Polyaspartic acid inhibits gentamicin-induced perturbations of phospholipid metabolism.

We investigated whether polyaspartic acid (PAA) can inhibit aminoglycoside-induced perturbations of phospholipid metabolism in cultured renal cells of opossum and rabbit and examined the mechanism involved. Cells incubated in medium containing gentamicin (10(-3) M) manifested a time-dependent increase in total phospholipid in association with the appearance of lysosomal myeloid bodies, impaired degradation of phospholipid, and disruption of the phosphatidylinositol (PI) cascade in response to bradykinin stimulation. These alterations of phospholipid metabolism were either completely or almost completely prevented in cells grown in medium containing gentamicin (10(-3) M) and PAA (3 x 10(-4) M, mol wt 11,000) even though PAA did not inhibit the cellular accumulation of gentamicin (40 +/- 1 vs. 42 +/- 1 micrograms/mg protein). In other in vitro studies, we demonstrated that gentamicin depressed the permeability of phosphatidylcholine (PC)/PI liposomes to glycerol and promoted liposomal aggregation.
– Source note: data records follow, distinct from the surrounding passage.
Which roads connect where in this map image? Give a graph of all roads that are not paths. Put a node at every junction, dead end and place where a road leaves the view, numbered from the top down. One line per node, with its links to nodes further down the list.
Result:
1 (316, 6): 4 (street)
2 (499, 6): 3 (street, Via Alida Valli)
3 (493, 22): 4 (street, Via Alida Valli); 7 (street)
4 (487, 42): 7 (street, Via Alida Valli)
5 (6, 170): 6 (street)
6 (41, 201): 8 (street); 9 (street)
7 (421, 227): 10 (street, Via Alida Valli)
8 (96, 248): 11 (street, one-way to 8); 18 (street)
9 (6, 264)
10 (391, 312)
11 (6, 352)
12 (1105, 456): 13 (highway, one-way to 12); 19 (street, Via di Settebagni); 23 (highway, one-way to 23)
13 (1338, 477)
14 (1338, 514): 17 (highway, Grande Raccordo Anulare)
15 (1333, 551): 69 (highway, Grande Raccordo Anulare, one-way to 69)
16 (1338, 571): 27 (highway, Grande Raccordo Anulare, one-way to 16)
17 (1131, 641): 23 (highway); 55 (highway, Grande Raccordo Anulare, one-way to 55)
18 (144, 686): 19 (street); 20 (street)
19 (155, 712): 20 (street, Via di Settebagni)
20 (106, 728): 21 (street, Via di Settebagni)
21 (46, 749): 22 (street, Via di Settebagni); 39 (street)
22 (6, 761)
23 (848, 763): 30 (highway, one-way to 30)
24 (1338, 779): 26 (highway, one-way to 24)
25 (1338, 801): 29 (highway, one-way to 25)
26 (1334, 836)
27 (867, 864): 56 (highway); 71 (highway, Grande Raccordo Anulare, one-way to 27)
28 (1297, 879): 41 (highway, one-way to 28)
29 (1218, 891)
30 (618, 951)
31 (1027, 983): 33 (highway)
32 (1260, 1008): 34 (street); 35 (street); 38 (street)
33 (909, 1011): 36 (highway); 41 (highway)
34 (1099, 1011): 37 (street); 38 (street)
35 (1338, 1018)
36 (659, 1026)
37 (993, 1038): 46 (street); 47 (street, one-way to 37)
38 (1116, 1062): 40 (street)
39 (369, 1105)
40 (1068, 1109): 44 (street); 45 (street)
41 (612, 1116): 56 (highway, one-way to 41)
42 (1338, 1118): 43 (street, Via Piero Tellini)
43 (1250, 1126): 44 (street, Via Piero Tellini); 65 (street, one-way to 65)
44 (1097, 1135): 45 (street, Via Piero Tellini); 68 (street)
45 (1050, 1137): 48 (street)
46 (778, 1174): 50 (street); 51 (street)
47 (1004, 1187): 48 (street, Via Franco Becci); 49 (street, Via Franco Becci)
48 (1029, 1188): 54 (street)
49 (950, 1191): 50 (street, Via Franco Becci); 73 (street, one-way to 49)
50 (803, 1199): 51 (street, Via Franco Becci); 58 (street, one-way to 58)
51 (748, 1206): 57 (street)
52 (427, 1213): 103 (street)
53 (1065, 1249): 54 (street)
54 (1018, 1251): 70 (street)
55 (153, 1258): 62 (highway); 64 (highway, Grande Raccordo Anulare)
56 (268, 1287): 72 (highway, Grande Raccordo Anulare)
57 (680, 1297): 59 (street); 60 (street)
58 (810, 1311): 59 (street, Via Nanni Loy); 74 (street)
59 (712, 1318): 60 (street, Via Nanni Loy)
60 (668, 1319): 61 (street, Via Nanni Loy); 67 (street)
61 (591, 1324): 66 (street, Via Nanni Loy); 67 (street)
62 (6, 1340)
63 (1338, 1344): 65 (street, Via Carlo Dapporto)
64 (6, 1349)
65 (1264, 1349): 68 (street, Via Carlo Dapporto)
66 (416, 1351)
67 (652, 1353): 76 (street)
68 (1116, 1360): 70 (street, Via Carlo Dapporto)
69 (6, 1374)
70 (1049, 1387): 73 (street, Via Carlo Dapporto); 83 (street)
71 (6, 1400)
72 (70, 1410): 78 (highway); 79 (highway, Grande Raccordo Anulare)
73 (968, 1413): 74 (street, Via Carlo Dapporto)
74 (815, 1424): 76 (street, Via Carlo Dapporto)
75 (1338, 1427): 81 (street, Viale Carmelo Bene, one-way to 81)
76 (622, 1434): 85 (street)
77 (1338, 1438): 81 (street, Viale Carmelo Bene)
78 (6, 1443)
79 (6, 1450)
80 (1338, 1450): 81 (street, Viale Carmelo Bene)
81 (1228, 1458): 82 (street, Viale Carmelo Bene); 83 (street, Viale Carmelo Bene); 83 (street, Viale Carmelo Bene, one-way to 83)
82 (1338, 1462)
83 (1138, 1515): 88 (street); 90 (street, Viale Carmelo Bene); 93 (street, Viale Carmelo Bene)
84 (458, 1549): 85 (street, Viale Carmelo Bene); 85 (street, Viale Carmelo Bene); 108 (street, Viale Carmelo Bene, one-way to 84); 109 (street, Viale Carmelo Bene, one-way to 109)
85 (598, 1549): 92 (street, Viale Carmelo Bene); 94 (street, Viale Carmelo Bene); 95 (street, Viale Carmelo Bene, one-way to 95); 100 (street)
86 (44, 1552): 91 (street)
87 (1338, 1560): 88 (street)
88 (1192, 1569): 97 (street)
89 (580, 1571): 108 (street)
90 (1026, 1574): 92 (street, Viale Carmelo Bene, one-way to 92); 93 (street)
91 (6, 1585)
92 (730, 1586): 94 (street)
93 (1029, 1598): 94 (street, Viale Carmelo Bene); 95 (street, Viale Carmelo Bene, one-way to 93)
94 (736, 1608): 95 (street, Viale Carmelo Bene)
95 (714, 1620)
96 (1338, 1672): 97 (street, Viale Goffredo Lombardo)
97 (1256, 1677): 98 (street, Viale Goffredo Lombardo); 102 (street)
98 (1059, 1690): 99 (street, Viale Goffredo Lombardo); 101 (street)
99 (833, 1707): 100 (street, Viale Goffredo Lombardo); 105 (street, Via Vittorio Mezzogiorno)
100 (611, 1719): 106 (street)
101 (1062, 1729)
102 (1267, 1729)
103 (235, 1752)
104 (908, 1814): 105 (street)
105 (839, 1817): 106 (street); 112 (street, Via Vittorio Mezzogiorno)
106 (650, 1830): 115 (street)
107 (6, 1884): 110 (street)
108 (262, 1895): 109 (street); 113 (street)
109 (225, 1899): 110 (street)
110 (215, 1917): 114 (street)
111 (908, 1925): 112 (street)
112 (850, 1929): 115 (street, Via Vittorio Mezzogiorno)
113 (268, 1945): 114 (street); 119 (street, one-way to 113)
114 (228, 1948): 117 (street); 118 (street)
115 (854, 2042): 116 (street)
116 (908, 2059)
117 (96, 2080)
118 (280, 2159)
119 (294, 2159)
Both effects were blocked by prior addition of PAA. Methylene blue, a cationic dye, was shown to form an electrostatic complex with PAA; gentamicin competitively displaced methylene blue bound to PAA. Our results support the conclusion that the protective effect of PAA is related to its ability to serve as an anionic substrate that electrostatically binds aminoglycoside antibiotics and, thereby, prevents these polycationic drugs from interacting electrostatically with anionic phospholipid of cell membranes.